_PROBLEM TO SOLVE_. Each line below that includes the word "Hill" is to be reported.

Dataset entries:
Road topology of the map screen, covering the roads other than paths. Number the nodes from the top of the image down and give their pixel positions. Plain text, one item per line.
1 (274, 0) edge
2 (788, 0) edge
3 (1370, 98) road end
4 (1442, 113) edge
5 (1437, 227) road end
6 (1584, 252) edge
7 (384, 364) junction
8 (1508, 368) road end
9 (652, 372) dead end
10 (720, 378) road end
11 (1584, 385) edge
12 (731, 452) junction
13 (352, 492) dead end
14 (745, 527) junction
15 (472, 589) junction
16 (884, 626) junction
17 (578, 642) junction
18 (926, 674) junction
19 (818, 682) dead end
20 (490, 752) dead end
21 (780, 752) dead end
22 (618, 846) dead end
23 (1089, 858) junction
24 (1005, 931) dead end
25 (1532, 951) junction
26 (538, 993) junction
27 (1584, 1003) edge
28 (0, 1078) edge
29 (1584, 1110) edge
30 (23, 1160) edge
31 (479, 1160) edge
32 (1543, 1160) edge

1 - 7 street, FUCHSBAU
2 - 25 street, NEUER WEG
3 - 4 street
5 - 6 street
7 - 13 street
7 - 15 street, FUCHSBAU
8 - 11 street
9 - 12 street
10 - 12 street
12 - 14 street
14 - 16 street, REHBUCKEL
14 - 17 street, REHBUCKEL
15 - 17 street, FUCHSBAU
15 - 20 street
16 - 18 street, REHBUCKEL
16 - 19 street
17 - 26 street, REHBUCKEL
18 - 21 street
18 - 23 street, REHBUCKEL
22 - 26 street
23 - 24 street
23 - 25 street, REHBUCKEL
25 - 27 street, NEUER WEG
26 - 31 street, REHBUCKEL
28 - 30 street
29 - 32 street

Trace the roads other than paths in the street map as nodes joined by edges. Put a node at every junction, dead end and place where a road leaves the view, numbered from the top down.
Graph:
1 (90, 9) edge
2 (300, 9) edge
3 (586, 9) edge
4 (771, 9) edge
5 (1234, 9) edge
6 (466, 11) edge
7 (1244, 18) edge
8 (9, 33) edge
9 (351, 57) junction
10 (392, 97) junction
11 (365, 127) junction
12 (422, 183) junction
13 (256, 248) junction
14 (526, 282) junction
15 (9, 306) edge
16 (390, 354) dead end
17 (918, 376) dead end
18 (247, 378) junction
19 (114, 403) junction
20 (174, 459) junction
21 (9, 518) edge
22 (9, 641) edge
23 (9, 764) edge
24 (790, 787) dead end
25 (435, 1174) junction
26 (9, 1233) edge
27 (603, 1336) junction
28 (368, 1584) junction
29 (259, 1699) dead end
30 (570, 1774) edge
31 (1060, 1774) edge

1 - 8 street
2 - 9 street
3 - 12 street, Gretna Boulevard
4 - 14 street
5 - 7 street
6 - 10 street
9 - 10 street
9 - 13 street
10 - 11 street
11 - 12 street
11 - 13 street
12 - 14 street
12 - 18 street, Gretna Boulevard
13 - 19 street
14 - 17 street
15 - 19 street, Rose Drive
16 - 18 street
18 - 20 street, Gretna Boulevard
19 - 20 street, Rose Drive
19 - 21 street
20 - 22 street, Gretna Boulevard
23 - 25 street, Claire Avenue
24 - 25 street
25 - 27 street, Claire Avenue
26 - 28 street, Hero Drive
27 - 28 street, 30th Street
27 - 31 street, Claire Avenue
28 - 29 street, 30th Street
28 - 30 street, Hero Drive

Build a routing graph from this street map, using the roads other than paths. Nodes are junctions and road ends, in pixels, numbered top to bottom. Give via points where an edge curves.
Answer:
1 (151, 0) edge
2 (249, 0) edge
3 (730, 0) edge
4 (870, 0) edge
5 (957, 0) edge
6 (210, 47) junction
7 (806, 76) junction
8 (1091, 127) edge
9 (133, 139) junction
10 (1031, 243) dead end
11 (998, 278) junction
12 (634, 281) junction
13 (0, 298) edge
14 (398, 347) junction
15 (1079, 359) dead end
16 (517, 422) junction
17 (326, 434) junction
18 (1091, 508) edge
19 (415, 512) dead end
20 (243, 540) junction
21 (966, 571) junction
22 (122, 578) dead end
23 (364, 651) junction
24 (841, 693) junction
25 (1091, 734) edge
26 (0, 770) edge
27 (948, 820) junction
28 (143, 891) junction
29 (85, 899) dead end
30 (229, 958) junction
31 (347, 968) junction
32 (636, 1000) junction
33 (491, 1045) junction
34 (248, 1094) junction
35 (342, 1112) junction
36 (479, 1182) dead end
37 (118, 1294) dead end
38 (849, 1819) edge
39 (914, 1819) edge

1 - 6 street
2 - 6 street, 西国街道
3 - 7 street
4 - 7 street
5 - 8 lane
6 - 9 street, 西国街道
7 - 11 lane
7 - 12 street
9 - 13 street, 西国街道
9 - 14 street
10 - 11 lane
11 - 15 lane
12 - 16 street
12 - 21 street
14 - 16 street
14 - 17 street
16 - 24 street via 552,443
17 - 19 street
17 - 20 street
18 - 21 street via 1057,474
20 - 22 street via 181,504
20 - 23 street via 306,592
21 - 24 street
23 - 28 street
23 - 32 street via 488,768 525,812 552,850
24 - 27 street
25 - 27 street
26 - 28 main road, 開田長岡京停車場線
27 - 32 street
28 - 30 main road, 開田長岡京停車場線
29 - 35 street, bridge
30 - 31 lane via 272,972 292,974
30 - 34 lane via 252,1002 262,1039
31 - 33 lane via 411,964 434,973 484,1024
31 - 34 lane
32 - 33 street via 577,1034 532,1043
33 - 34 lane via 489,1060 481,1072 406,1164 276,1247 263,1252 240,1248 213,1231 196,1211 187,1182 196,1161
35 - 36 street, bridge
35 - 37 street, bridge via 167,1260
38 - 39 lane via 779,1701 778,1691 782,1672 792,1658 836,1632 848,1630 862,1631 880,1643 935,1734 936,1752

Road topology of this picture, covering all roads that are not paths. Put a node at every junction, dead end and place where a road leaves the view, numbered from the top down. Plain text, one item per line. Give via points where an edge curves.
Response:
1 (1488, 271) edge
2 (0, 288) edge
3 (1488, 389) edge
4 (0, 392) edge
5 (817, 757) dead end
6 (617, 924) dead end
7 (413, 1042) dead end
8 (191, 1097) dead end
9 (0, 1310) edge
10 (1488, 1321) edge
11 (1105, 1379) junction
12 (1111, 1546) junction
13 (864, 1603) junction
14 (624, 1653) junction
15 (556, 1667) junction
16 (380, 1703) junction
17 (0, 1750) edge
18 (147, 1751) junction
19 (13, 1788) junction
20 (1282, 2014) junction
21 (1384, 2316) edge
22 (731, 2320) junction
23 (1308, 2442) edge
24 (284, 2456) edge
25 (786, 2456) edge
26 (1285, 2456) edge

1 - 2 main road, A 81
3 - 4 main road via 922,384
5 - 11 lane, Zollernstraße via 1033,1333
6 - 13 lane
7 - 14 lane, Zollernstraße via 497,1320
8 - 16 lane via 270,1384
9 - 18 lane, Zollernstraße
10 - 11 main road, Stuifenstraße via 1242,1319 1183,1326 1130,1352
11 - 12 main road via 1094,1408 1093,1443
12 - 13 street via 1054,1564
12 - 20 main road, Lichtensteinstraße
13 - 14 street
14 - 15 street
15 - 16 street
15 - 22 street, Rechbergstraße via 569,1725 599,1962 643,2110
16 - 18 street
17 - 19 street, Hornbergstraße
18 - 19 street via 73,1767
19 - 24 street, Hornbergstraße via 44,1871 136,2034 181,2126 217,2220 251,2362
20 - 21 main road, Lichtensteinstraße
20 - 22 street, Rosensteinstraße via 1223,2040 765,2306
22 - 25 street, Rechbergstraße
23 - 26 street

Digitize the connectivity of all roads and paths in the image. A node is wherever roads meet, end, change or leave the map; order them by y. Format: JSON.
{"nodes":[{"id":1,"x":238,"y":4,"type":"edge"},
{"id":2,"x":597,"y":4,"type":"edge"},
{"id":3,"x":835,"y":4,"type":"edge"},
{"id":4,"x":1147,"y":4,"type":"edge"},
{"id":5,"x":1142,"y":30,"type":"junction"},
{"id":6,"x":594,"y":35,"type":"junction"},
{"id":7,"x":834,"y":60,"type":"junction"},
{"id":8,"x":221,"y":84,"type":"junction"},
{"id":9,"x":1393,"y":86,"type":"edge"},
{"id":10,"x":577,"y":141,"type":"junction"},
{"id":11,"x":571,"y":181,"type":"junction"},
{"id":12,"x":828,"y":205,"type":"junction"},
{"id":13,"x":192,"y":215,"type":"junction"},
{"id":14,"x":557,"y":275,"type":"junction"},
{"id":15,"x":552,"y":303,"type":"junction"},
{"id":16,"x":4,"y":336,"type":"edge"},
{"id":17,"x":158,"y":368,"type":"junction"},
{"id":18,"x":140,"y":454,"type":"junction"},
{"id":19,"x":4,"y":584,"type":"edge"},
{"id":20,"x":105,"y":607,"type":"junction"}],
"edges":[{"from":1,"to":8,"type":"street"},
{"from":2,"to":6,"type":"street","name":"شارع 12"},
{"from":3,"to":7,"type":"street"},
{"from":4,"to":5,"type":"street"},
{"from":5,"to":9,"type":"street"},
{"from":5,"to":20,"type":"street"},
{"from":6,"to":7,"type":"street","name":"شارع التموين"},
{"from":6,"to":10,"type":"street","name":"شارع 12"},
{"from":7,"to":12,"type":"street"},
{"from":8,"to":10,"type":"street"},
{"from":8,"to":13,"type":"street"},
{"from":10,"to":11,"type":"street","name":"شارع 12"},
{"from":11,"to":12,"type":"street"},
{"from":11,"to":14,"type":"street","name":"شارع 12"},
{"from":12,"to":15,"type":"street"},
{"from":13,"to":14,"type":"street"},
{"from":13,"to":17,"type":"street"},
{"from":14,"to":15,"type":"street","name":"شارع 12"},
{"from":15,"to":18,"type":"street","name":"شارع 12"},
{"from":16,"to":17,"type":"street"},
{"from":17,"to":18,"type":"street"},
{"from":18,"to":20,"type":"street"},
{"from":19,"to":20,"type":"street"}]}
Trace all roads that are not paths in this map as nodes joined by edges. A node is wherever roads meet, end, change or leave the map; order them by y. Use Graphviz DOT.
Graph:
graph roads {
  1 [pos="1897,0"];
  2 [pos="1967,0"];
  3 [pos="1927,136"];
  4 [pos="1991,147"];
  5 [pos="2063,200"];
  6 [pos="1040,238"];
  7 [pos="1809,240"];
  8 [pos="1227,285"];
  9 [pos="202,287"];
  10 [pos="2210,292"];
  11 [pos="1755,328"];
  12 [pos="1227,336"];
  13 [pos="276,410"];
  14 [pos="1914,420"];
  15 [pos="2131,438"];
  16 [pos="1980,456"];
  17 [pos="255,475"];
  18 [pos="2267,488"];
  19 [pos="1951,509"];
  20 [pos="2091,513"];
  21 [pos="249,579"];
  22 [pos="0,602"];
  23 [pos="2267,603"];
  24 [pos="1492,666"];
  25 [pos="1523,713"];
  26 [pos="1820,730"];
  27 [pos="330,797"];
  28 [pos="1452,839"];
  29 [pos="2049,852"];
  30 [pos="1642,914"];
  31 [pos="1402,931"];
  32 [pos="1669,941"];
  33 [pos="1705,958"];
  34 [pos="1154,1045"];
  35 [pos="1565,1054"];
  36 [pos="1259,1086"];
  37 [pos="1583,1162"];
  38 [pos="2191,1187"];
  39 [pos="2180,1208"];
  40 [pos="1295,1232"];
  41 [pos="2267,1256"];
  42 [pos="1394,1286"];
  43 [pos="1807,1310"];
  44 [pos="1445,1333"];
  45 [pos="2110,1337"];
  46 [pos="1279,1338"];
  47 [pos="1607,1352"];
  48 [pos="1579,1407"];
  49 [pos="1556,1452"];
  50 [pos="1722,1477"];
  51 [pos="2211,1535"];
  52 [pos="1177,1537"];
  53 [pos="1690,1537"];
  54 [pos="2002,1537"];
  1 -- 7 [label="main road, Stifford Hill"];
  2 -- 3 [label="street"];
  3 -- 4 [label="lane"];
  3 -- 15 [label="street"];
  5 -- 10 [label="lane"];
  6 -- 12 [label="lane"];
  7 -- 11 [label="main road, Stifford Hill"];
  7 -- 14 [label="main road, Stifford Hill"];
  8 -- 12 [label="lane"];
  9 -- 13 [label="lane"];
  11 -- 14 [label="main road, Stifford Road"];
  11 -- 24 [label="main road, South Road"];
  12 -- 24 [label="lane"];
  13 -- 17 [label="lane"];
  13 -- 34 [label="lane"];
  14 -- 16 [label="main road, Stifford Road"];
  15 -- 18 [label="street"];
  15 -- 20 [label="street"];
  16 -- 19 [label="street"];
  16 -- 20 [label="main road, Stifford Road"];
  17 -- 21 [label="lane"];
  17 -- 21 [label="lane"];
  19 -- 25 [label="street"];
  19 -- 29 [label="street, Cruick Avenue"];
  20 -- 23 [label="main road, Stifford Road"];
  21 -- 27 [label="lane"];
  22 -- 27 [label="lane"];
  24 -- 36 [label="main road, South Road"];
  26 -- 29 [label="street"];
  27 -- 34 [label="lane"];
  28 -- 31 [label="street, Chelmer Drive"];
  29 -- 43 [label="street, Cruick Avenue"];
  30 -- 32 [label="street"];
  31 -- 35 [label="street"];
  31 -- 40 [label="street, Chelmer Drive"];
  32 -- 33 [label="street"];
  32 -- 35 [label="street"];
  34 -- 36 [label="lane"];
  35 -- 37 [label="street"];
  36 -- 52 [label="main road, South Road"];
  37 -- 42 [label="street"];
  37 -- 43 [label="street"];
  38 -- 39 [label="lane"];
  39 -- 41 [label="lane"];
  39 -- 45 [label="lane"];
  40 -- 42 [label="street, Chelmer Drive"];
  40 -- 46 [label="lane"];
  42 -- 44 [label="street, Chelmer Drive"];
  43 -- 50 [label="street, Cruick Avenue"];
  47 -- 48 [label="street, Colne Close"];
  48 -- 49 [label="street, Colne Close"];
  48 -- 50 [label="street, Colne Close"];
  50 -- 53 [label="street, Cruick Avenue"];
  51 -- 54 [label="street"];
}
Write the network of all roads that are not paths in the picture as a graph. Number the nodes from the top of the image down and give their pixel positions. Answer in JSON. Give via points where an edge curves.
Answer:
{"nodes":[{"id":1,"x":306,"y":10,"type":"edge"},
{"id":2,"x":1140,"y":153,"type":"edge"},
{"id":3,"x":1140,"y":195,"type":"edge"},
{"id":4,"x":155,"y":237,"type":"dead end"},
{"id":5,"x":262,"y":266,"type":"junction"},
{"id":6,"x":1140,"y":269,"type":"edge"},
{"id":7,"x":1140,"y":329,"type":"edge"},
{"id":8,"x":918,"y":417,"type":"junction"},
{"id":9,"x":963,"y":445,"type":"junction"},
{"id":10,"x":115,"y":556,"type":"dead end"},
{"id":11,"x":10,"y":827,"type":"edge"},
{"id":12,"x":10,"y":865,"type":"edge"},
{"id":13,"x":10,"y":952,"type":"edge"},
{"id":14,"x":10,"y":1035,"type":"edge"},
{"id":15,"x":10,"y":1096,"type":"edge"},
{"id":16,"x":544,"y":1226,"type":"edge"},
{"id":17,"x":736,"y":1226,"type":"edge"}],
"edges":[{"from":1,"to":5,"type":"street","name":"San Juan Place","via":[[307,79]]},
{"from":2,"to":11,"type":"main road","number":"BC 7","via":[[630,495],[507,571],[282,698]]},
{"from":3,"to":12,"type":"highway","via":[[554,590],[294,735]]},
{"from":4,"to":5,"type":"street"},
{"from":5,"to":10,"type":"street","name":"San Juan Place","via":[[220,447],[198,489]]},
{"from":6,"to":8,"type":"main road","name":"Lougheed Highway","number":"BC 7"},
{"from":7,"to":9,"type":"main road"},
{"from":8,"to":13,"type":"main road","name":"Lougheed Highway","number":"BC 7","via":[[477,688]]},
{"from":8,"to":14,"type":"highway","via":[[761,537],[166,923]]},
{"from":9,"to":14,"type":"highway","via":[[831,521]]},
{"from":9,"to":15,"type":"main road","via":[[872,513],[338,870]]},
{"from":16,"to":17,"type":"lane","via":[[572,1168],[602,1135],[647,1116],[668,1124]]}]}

_OUTPUT FOR THIS TASK_.
  1 -- 7 [label="main road, Stifford Hill"];
  7 -- 11 [label="main road, Stifford Hill"];
  7 -- 14 [label="main road, Stifford Hill"];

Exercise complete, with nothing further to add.